WHAT THE TASK ASKS => Look for the word "ends" in the entries below, then copy every line that has it.

RECORDS SUPPLIED =>
"""

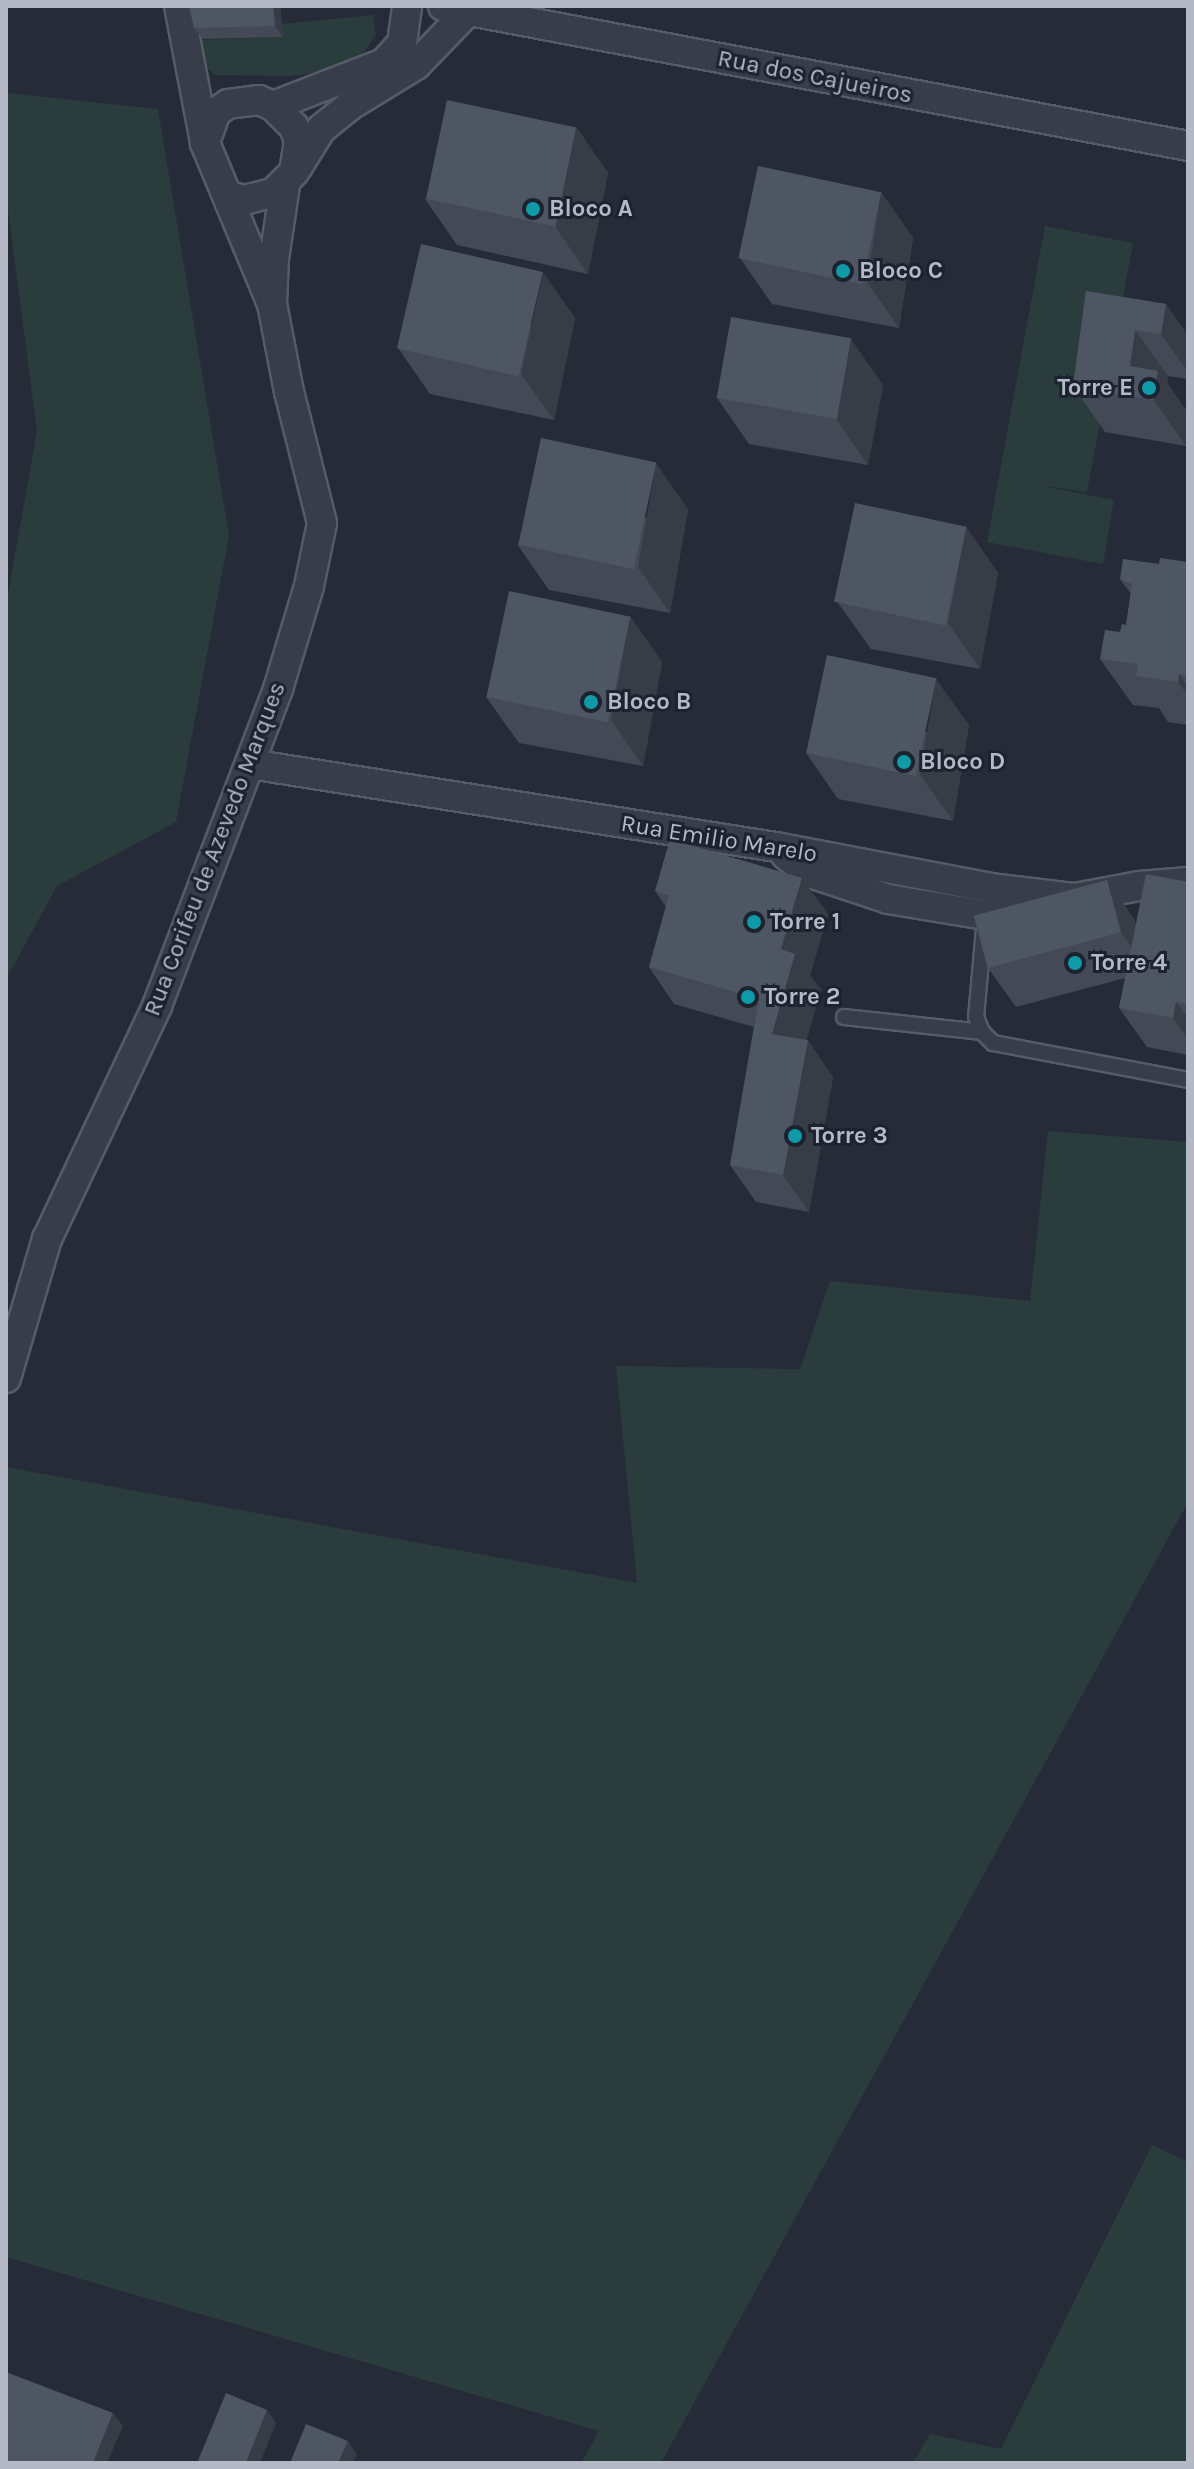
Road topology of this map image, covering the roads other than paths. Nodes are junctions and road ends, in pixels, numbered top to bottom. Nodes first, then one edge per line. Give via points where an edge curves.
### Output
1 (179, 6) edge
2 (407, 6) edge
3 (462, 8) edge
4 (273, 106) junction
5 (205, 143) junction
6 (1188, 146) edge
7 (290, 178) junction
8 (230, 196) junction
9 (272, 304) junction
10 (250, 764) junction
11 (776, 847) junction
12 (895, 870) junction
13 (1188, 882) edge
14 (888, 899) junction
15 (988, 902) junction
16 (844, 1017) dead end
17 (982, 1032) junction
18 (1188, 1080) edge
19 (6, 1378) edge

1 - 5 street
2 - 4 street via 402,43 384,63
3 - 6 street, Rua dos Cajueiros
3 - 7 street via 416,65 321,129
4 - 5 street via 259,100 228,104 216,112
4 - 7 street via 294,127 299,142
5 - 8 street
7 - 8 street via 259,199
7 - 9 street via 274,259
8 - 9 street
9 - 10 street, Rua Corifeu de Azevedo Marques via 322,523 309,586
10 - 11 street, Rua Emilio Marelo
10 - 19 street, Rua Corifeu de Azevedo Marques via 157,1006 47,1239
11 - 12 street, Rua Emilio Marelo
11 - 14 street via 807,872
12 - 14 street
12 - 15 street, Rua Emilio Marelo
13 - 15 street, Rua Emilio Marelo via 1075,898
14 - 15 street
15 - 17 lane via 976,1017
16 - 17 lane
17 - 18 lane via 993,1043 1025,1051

"""
"""

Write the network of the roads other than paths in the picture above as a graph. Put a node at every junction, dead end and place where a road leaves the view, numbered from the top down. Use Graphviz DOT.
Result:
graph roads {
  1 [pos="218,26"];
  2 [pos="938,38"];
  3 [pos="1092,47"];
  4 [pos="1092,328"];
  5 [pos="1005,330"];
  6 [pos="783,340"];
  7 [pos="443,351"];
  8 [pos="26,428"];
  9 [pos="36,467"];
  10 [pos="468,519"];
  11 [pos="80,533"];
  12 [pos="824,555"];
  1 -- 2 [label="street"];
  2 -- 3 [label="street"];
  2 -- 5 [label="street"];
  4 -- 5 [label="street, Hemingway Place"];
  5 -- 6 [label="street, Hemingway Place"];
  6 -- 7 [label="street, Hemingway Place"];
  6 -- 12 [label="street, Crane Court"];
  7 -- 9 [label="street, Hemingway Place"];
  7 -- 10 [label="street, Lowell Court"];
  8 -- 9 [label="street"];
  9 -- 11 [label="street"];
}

"""
"""

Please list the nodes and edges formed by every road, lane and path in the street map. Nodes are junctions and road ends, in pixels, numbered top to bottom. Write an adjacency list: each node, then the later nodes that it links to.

"""

EXERCISE ANSWER =>
Road topology of this map image, covering the roads other than paths. Nodes are junctions and road ends, in pixels, numbered top to bottom. Nodes first, then one edge per line. Give via points where an edge curves.
Please list the nodes and edges formed by every road, lane and path in the street map. Nodes are junctions and road ends, in pixels, numbered top to bottom. Write an adjacency list: each node, then the later nodes that it links to.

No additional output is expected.